Certo, ci saranno sempre momenti di dubbio e incontrerete ad ogni angolo anime peregrine pronte a sminuire le vostre personali ragioni importanti, pronte a confonderle. Ma davanti a simili situazioni tirae sempre ainnanti, faei fortza paris! Se possibile fatte tesoro dell’esperienza altrui, ascoltate per cortesia, ma non permettete mai a nessuno di infettare la possibilità del sogno. Io, per esempio, mi ostino a pensare di voler scrivere, di essere nata per scrivere e questa intuizione resta immutata nonostante non mi stia dedicando attivamente a questa professione, nonostante gli impegni lavorativi mi spingano (apparentemente) verso lidi diversi, proprio come accade a due rette parallele che muovono in direzioni opposte e che non si incontreranno mai!
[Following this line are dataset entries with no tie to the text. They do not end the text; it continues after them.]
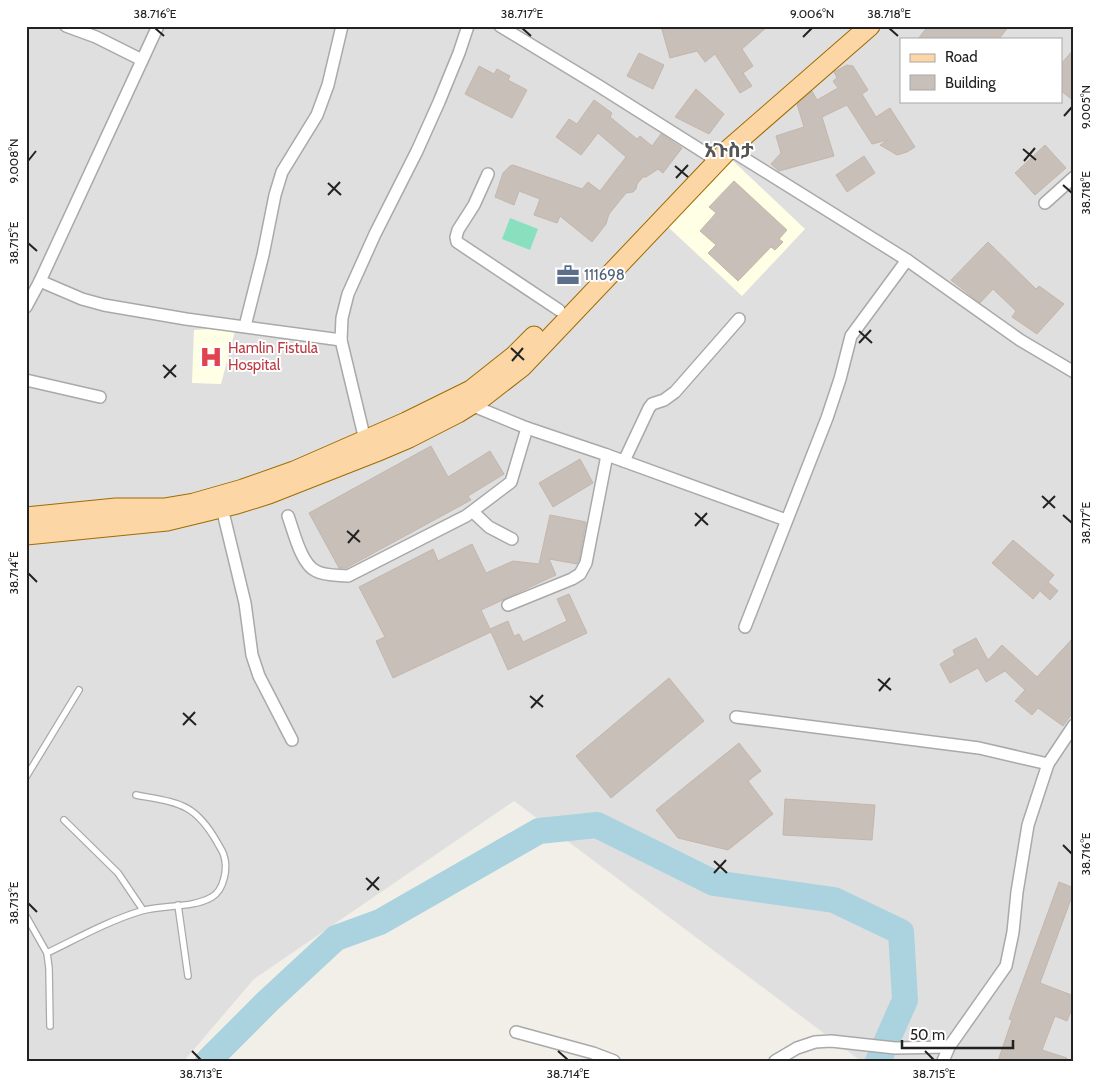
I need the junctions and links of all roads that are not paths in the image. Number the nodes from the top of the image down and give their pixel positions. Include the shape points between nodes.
1 (66, 26) edge
2 (158, 26) edge
3 (342, 26) edge
4 (468, 26) edge
5 (500, 26) edge
6 (858, 26) edge
7 (870, 26) edge
8 (142, 60) junction
9 (728, 149) junction
10 (710, 156) junction
11 (488, 174) dead end
12 (1074, 177) edge
13 (1046, 203) dead end
14 (907, 260) junction
15 (40, 281) junction
16 (26, 307) edge
17 (559, 310) junction
18 (739, 319) dead end
19 (245, 326) junction
20 (341, 340) junction
21 (1074, 372) edge
22 (26, 380) edge
23 (100, 397) dead end
24 (471, 405) junction
25 (527, 428) junction
26 (365, 440) junction
27 (607, 454) junction
28 (624, 461) junction
29 (222, 508) junction
30 (473, 512) junction
31 (288, 516) dead end
32 (26, 517) edge
33 (786, 520) junction
34 (26, 535) edge
35 (512, 539) dead end
36 (508, 605) dead end
37 (745, 627) dead end
38 (79, 690) dead end
39 (736, 717) dead end
40 (1074, 725) edge
41 (292, 740) dead end
42 (1048, 764) junction
43 (26, 777) edge
44 (136, 795) dead end
45 (64, 820) dead end
46 (178, 905) junction
47 (143, 910) junction
48 (26, 916) edge
49 (47, 953) junction
50 (188, 976) dead end
51 (50, 1026) dead end
52 (516, 1032) dead end
53 (948, 1047) junction
54 (614, 1061) edge
55 (775, 1061) edge
56 (943, 1061) edge

1 - 8 street
2 - 8 street
3 - 19 street via 317,115 282,172
4 - 20 street via 417,152 348,294
5 - 10 street
6 - 10 main road
7 - 9 main road
8 - 15 street
9 - 14 street
9 - 24 main road via 522,367
10 - 17 main road
11 - 17 street via 458,230 457,242
12 - 13 street
14 - 21 street via 1020,340
14 - 33 street via 851,336 827,418
15 - 16 street
15 - 19 street via 104,305
17 - 26 main road via 514,356 471,390
18 - 28 street via 674,392 652,404
19 - 20 street
20 - 26 street
22 - 23 street
24 - 25 street
24 - 29 main road via 376,452 269,494
25 - 27 street
25 - 30 street via 511,482
26 - 32 main road via 294,471 194,503
27 - 28 street
27 - 36 street via 586,563 580,574
28 - 33 street
29 - 34 main road via 167,520
29 - 41 street via 245,603 252,655 259,676
30 - 31 street via 348,576 316,571 304,559
30 - 35 street via 489,527
33 - 37 street
38 - 43 lane
39 - 42 street via 979,748
40 - 42 street
42 - 53 street via 1028,824 1006,966
44 - 46 lane via 173,802 193,811 209,829 224,856 224,879 213,897
45 - 47 lane via 118,873
46 - 47 lane
46 - 50 lane
47 - 49 lane via 114,920
48 - 49 lane
49 - 51 lane
52 - 54 street
53 - 55 street via 895,1048 815,1042
53 - 56 street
Il Tempo, il Tempo è il solo Signore che sa tutto di noi. E sarà sempre lui a chieder conto dell’operato alla nostra coscienza. L’ideale sarebbe farsi trovare pronti. Questo perché se è vero che la storia la scrivono i vincitori, la carta e l’inchiostro vengono forniti dai vinti. E i vinti non sono solo la fazione perdente ma anche coloro che, tra i vincitori, dalla guerra hanno avuto poco da guadagnare. Coloro che a casa non sono mai potuti tornare. Farsi trovare pronti davanti alle domande che il Tempo vorrà porre significa soprattutto non dimenticare. Non dimenticare i nostri che sono stati. Non dimenticare i nostri che non hanno avuto nulla in regalo dal destino se non una vita di duri sacrifici, privata della possibilità del sogno. E della speranza. Per esempio, non dimenticare le ragioni di chi, pur covandone il segreto desiderio, non ha mai potuto frequentare le lezioni tenute dalla maestrina seuese in quella piccola scuola di una frazione sperduta tra le valli del Gennargentu. Nel 1921.
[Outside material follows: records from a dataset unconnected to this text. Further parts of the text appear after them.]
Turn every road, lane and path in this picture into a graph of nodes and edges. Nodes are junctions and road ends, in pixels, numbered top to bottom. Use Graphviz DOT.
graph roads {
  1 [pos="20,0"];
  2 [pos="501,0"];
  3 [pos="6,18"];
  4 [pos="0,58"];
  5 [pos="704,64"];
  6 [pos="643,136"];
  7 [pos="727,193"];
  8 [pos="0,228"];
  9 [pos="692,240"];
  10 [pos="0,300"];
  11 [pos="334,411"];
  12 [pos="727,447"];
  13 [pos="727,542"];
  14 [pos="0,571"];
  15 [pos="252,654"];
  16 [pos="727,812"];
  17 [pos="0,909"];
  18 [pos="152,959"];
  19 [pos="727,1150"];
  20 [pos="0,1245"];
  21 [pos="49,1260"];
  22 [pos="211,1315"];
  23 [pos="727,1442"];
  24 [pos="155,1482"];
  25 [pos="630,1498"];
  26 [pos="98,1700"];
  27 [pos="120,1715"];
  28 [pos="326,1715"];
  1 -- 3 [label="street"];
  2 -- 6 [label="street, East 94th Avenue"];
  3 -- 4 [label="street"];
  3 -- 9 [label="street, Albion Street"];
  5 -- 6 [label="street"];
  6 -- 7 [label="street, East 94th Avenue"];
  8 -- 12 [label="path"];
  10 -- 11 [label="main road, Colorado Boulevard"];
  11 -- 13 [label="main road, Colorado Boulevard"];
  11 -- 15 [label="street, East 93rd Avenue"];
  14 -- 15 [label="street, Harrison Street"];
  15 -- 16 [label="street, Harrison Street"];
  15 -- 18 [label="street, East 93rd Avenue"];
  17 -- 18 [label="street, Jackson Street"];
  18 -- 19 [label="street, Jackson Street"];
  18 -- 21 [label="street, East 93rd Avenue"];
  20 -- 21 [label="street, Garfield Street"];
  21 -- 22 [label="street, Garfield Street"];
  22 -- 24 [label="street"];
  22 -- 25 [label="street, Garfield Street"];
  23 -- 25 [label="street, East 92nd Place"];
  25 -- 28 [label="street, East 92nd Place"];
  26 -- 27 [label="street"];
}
Tornando a più recenti e mondane faccende e quindi ai nostri maldestri tentativi di ben operare online, occorre anche dire che, se è vero che le bocche troppo larghe non sono mai mancate neppure intorno a questo modestissimo angolo virtuale di mondo, vero è anche che mai si è interrotto l'afflusso di anime gentili. In verità, sono state la grande maggioranza e sono state coloro che ci hanno salvato e ci hanno aiutato a crescere. Il mio grazie incondizionato va dunque a tutte loro. Quest’anno va a quelle sarde in particolare, ovvero a tutti gli autori, giornalisti, scrittori sardi che hanno sempre dato volentieri per Terza Pagina e che oggi, con l’estate alle porte, mi piace riunire insieme per un ideale omaggio alla Sardegna: fortza paris, appunto!
Questo è anche il mio modo di augurare buone vacanze a tutti. Per il resto, i nostri quattro lettori, sanno già che, al Ciel piacendo (ma anche nel caso coltivasse qualche dubbio!), Terza Pagina World e Giallografia ritorneranno: come prima, meglio di prima.
Un pensiero a Sabrina dicevo e saludos a tottus. A nos intende… prestu.